Train + Train
Story by Hideyuki Kurata
Art by Tomomasa Takuma
Rated T (Teen 13+)
Everyone loves a train. They’re just more interesting than any other means of transit, which must be why the inhabitants of the planet Deloca, although they live in a future time when hopping from one solar system to another is no problem, still ride around on trains. In fact, the Delocans like trains so much that their high schools ride the rails, with different trains for different courses of study and a “special train” for elite students who will go on to lead their society.
Train + Train starts with that premise and throws in a fairly standard set of characters—a feisty girl with a weapon, a wimpy guy with spectacles, a pushy girl to complete the triangle, some armed goons, a dominatrix principal—oh, and a crazed nun—to create an entertaining manga story that combines action, humor, and one really big train, powered by a muscular and lovingly detailed locomotive. A train so big, the students use a car to travel along its length. A train with a “mall car.” If I have one complaint about this book, it’s that I want to see more of that train.

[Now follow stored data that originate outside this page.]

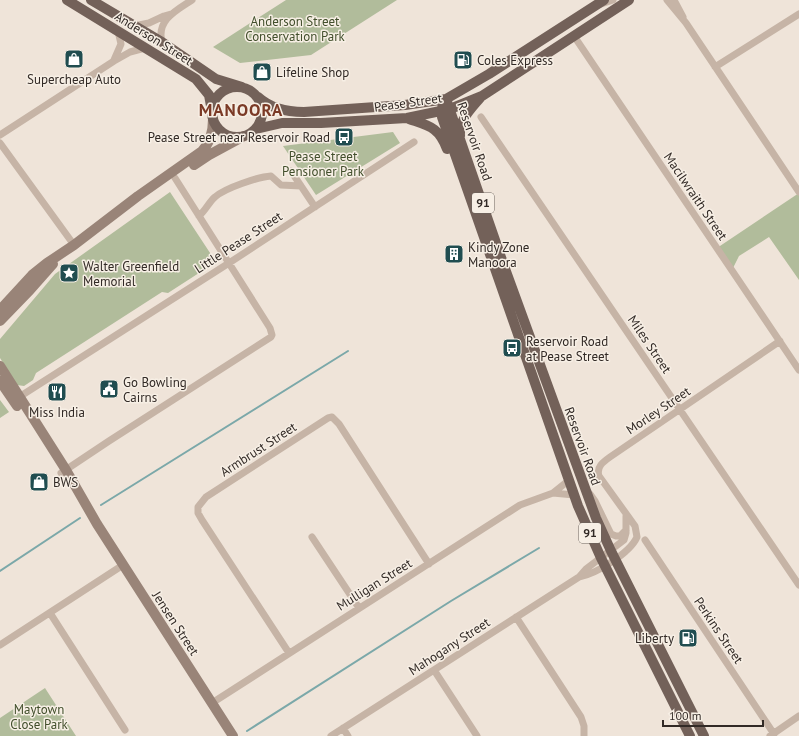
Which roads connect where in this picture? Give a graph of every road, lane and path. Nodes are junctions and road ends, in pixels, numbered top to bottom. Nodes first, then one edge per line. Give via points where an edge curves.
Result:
1 (67, 0) edge
2 (92, 0) edge
3 (192, 0) edge
4 (604, 0) edge
5 (613, 0) edge
6 (629, 0) edge
7 (667, 0) edge
8 (674, 0) edge
9 (591, 8) junction
10 (171, 14) junction
11 (799, 14) edge
12 (686, 23) junction
13 (134, 26) junction
14 (118, 31) junction
15 (574, 36) junction
16 (162, 42) junction
17 (145, 48) junction
18 (114, 60) junction
19 (715, 67) junction
20 (242, 87) junction
21 (482, 96) junction
22 (258, 97) junction
23 (446, 100) junction
24 (446, 111) junction
25 (212, 115) junction
26 (481, 117) dead end
27 (407, 118) junction
28 (256, 129) junction
29 (0, 135) edge
30 (244, 136) junction
31 (461, 140) junction
32 (0, 142) edge
33 (414, 142) dead end
34 (291, 171) dead end
35 (173, 176) junction
36 (301, 186) junction
37 (799, 192) edge
38 (472, 202) junction
39 (315, 206) junction
40 (199, 216) junction
41 (74, 245) junction
42 (60, 255) junction
43 (229, 263) junction
44 (19, 302) junction
45 (0, 310) edge
46 (0, 321) edge
47 (0, 329) edge
48 (780, 341) junction
49 (0, 366) edge
50 (799, 370) edge
51 (0, 381) edge
52 (17, 398) junction
53 (680, 410) junction
54 (64, 471) junction
55 (568, 481) junction
56 (584, 488) junction
57 (553, 494) junction
58 (574, 495) junction
59 (626, 516) junction
60 (626, 530) junction
61 (312, 536) dead end
62 (645, 540) dead end
63 (613, 555) junction
64 (603, 562) junction
65 (429, 564) junction
66 (123, 565) junction
67 (799, 585) edge
68 (359, 608) junction
69 (50, 613) junction
70 (516, 617) junction
71 (0, 645) edge
72 (289, 653) junction
73 (434, 670) junction
74 (212, 703) junction
75 (799, 716) edge
76 (343, 728) junction
77 (125, 730) dead end
78 (772, 735) edge
79 (233, 736) edge
80 (331, 736) edge
81 (348, 736) edge
82 (477, 736) edge
83 (584, 736) edge
84 (690, 736) edge
85 (704, 736) edge

1 - 14 main road, Anderson Street
2 - 13 main road, Anderson Street
3 - 10 street
4 - 9 main road, Pease Street
5 - 9 street
6 - 15 main road, Pease Street / 91
7 - 12 street
8 - 12 street
9 - 23 main road, Pease Street
10 - 13 street
10 - 16 street via 163,25
11 - 19 street
12 - 19 street
13 - 16 main road, Anderson Street
14 - 17 main road, Anderson Street
14 - 18 street via 121,44
15 - 21 main road, Pease Street / 91
15 - 48 street, Macilwraith Street
16 - 20 main road, Anderson Street via 216,79
17 - 18 street
17 - 25 main road, Anderson Street via 198,81 210,97
18 - 29 street
19 - 37 street
20 - 22 main road
20 - 25 main road via 233,87 221,92 215,99
21 - 24 main road, Pease Street
21 - 31 main road, 91 via 464,119 460,129
22 - 23 main road, Pease Street via 268,105 291,112
22 - 28 main road via 262,113
23 - 24 main road, Reservoir Road
24 - 27 main road, Pease Street
24 - 31 main road, Reservoir Road
24 - 38 main road, Reservoir Road / 91
25 - 30 main road via 216,126 225,134 232,137
25 - 35 street via 212,133 206,147
26 - 53 street, Miles Street
27 - 28 main road, Pease Street via 282,123
27 - 38 main road via 431,127 442,136 459,183
28 - 30 main road
30 - 35 street
31 - 56 main road, Reservoir Road / 91
32 - 41 street
33 - 39 street, Little Pease Street
34 - 36 street
35 - 40 street
35 - 41 street via 138,196
36 - 39 street
36 - 40 street via 281,185 271,176 253,180 217,195
38 - 55 main road, Reservoir Road / 91
39 - 43 street, Little Pease Street
40 - 43 street
41 - 42 street
42 - 44 street
42 - 45 street via 40,268
43 - 52 street, Little Pease Street
43 - 54 street via 270,328 271,337
44 - 46 street
44 - 47 street
48 - 50 street, Macilwraith Street
48 - 53 street, Morley Street
49 - 52 street, Jensen Street
51 - 52 street, Jensen Street
52 - 54 street, Jensen Street
53 - 59 street, Morley Street via 599,467 600,478
53 - 67 street, Miles Street
54 - 66 street, Jensen Street via 83,507
55 - 57 street, Mulligan Street
55 - 58 main road, Reservoir Road / 91
56 - 60 street via 594,499 611,534 620,536
56 - 63 main road, Reservoir Road / 91
57 - 58 street, Mulligan Street
57 - 65 street, Mulligan Street via 520,505
58 - 64 main road, Reservoir Road / 91
59 - 60 street
59 - 63 street, Morley Street via 635,526 637,537 631,546
60 - 63 street, Morley Street via 624,540
61 - 68 street
62 - 78 street, Perkins Street
63 - 64 street, Morley Street
63 - 85 main road, Reservoir Road / 91
64 - 70 street, Mahogany Street via 587,575 579,577
64 - 84 main road, Reservoir Road / 91
65 - 68 street, Mulligan Street
65 - 72 street, Armbrust Street via 339,424 332,417 328,418 206,497 198,507 202,520
66 - 69 street
66 - 74 street, Jensen Street
68 - 72 street, Mulligan Street
69 - 71 street
69 - 77 street
70 - 73 street, Mahogany Street
70 - 83 street via 581,716
72 - 74 street, Mulligan Street
73 - 76 street, Mahogany Street
73 - 82 street
74 - 79 street, Jensen Street
75 - 78 street
76 - 80 street, Mahogany Street
76 - 81 street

We don’t even get on board until halfway through the book, though. Train + Train opens with young Arena Pendleton laying waste to a trio of goons who are trying to drag her back to her grandfather’s estate. Grandpa objects to her choice to take the special train, which has a whiff of scandal to it, rather than the regular course of studies, but Arena is determined to break out of her staid existence and take some serious risks.
Before long she crosses paths with Reiichi, who is solidly on track to take the standard “general studies” train in preparation for a boring salaryman adulthood. Meek and bespectacled, recently arrived from a more rural planet, Reiichi is the kind of guy who doesn’t make waves. His friend Liae is with him, contentedly plotting their future together, but when she gets into an altercation in the train station, things start to, well, go off the rails. Arena rescues Rei and Liae, the goons come back for Arena, beatings are exchanged all around, and Rei and Arena end up handcuffed together on the special train.
Arena clearly has the upper hand through all of this, and Rei’s passiveness is played for laughs, especially once they get on board the train. At that point he is seriously overmatched by the girls. But he’s learning as he goes, and it will be interesting to see if he grows and develops or just gets haplessly thrown into one situation after another.
Takuma’s art is simple, with the focus kept tightly on the characters; except for the train, there isn’t a lot of background detail, and he seriously overuses flat tones. The fight scenes are frequent but not very explicit, with lots of action lines and no blood; sometimes they are so vague that it’s hard to see what’s going on.
As usual, Go!Comi does a good job of production. The cover closely resembles the Japanese original, with its silver background. The paper is decent and the print quality is good, with few muddy tones. I did pick up on one misspelling and one instance of what I suspect is an awkward translation, but other than that the text read very well. Sound effects are kept with translations alongside them. Extras include writer’s notes on the two main characters and a postscript by Kurata, who reveals that the book was originally a novel and was adapted into a manga by Takuma.
Train + Train is Go!Comi’s first non-shoujo title, and it’s also their first to be pitched at 13+ readers. With its fast-moving story and accessible characters, as well as the strong female heroine, it’s a particularly good choice for shoujo readers who are ready for something a little different.
This review is based on a complimentary copy provided by the publisher.